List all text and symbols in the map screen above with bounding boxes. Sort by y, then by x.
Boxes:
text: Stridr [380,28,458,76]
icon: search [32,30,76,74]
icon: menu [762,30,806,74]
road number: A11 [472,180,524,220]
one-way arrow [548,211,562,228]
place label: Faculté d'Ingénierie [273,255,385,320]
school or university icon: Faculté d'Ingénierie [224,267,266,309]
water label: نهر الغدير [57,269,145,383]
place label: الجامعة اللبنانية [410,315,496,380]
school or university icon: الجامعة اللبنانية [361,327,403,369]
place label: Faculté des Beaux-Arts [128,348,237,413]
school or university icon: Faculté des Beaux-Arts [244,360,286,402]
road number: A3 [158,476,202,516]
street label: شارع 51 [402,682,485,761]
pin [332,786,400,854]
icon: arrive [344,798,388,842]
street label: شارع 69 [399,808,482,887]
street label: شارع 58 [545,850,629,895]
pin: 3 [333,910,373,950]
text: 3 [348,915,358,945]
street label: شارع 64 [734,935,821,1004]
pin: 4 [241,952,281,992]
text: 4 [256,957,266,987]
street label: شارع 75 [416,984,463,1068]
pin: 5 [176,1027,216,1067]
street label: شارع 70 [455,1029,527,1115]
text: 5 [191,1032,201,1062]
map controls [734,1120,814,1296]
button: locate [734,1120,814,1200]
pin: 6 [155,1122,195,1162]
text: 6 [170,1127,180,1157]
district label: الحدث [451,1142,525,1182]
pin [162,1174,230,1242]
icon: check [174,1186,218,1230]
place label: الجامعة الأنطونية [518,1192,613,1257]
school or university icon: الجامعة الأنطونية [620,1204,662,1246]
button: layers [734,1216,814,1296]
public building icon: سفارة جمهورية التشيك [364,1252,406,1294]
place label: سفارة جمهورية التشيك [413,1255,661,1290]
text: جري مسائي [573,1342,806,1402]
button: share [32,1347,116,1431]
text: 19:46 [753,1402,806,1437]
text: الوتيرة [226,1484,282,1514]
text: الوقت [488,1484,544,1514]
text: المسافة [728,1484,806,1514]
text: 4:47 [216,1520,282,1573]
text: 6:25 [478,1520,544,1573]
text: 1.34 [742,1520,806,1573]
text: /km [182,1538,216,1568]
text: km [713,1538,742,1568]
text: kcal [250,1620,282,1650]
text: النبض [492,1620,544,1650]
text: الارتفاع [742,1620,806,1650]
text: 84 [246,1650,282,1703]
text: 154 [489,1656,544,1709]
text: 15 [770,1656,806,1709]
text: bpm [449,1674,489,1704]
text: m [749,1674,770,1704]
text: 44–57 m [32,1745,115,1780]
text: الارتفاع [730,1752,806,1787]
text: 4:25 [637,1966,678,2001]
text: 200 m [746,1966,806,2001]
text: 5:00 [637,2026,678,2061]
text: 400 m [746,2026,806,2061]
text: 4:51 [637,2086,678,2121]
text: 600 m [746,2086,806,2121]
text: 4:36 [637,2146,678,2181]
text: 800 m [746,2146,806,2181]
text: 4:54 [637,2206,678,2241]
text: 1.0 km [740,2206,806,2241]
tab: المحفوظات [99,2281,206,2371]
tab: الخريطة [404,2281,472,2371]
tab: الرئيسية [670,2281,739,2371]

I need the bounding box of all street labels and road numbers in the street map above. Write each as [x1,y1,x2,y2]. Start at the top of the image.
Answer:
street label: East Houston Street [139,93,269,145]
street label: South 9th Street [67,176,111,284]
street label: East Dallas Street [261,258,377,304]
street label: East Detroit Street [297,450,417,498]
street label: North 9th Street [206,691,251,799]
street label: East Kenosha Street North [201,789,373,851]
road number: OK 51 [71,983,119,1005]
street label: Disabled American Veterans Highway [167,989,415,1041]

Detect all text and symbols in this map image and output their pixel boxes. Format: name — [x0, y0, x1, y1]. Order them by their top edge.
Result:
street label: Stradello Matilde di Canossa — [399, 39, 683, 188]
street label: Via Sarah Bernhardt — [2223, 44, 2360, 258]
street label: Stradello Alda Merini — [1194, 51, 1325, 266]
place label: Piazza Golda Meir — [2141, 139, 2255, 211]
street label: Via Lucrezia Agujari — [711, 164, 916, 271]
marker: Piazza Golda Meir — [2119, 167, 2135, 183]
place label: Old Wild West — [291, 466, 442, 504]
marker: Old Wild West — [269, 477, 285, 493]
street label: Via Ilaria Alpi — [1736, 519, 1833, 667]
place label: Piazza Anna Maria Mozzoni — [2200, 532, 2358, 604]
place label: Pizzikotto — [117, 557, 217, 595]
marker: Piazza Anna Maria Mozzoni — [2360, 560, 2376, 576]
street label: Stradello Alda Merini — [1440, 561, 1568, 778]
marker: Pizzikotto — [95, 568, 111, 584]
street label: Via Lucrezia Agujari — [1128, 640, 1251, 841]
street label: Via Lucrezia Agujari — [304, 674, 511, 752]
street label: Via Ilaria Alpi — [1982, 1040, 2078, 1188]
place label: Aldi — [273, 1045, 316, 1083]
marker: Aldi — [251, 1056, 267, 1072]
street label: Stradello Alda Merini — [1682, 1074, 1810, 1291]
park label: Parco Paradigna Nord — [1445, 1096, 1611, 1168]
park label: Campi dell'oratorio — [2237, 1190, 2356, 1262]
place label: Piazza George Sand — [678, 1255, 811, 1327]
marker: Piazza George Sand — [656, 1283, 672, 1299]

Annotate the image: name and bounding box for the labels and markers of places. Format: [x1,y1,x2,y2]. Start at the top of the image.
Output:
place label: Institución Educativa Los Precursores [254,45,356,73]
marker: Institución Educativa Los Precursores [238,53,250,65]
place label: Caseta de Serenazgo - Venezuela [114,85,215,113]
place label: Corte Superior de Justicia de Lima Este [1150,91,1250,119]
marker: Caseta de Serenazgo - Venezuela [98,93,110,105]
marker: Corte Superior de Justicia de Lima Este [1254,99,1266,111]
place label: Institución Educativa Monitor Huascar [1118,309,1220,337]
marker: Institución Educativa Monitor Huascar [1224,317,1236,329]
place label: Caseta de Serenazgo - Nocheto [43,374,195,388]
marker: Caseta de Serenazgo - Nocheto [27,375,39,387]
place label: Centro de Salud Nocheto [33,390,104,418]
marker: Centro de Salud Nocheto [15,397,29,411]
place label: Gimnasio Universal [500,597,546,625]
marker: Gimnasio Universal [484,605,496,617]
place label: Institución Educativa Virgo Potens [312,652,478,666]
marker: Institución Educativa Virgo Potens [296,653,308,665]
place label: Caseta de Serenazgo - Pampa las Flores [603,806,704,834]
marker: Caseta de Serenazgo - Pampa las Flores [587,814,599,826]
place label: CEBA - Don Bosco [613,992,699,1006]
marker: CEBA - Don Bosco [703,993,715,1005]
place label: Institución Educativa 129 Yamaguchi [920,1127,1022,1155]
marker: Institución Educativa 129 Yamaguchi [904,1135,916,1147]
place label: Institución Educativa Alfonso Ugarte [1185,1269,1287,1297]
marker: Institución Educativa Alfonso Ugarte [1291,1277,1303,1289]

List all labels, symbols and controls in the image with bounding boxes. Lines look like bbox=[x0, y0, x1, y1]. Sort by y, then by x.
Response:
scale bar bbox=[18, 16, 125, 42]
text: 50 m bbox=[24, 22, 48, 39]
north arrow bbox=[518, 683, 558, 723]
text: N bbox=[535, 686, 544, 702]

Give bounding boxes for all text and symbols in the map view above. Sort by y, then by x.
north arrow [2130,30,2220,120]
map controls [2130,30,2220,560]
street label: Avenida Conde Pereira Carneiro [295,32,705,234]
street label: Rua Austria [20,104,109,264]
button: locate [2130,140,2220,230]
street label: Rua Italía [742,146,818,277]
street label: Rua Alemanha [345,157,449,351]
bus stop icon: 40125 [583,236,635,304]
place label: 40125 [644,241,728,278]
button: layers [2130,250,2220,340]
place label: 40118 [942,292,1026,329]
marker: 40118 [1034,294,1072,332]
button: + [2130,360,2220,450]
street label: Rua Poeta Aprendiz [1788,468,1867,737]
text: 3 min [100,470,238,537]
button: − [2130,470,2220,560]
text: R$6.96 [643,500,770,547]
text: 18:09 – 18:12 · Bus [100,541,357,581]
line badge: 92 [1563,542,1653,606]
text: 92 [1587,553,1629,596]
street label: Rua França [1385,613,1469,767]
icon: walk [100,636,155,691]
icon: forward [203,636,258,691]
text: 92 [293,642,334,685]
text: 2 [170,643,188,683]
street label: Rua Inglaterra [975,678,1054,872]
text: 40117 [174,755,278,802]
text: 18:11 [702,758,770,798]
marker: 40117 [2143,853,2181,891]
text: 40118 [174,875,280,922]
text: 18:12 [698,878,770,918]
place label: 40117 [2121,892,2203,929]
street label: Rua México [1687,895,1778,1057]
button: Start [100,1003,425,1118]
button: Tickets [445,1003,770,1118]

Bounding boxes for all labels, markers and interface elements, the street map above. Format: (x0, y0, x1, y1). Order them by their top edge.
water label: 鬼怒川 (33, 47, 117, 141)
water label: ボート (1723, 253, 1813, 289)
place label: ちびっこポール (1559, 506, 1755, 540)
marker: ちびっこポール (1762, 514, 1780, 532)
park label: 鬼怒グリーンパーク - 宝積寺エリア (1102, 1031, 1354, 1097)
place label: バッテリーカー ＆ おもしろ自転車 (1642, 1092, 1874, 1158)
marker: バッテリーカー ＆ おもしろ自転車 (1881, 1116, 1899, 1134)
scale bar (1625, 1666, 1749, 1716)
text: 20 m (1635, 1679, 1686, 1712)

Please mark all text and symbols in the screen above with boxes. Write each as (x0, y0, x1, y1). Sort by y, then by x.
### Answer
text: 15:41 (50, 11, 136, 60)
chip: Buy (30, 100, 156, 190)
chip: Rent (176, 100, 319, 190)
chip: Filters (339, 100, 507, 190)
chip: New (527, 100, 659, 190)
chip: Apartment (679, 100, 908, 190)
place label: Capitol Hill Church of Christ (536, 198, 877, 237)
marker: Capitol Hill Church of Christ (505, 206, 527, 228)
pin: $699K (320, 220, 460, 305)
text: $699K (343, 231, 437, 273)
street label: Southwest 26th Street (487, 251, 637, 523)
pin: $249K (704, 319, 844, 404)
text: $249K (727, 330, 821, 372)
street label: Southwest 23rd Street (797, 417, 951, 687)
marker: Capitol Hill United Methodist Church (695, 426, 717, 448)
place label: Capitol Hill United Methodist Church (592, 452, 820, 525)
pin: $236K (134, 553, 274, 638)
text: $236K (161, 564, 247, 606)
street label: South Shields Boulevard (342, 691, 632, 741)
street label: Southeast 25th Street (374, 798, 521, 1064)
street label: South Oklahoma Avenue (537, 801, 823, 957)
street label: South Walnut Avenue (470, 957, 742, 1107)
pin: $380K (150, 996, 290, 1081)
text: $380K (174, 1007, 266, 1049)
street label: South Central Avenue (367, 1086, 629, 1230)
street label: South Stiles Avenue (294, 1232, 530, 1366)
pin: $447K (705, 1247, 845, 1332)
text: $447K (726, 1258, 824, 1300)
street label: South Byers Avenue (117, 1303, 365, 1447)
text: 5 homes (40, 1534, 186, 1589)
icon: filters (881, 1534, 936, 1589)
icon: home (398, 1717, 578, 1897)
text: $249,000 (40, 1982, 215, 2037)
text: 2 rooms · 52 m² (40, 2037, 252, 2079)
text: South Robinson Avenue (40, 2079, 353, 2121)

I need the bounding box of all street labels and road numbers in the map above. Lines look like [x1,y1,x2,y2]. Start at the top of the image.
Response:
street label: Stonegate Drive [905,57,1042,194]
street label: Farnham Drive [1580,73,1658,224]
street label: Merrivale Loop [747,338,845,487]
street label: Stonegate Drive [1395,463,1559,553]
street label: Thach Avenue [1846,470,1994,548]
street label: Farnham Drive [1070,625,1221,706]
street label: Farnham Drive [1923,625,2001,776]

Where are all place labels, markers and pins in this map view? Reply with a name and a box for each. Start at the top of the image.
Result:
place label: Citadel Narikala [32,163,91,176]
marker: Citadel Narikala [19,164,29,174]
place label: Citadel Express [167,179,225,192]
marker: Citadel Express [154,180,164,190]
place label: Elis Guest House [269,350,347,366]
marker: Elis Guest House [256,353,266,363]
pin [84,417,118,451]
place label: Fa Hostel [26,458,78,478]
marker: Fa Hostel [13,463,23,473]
------------
◆ TASK INSTRUCTIONS ◆
Which lines in the data above hold the string "Alda"? Return each of them.

◆ RESULT FOR THIS EXERCISE ◆
street label: Stradello Alda Merini — [1194, 51, 1325, 266]
street label: Stradello Alda Merini — [1440, 561, 1568, 778]
street label: Stradello Alda Merini — [1682, 1074, 1810, 1291]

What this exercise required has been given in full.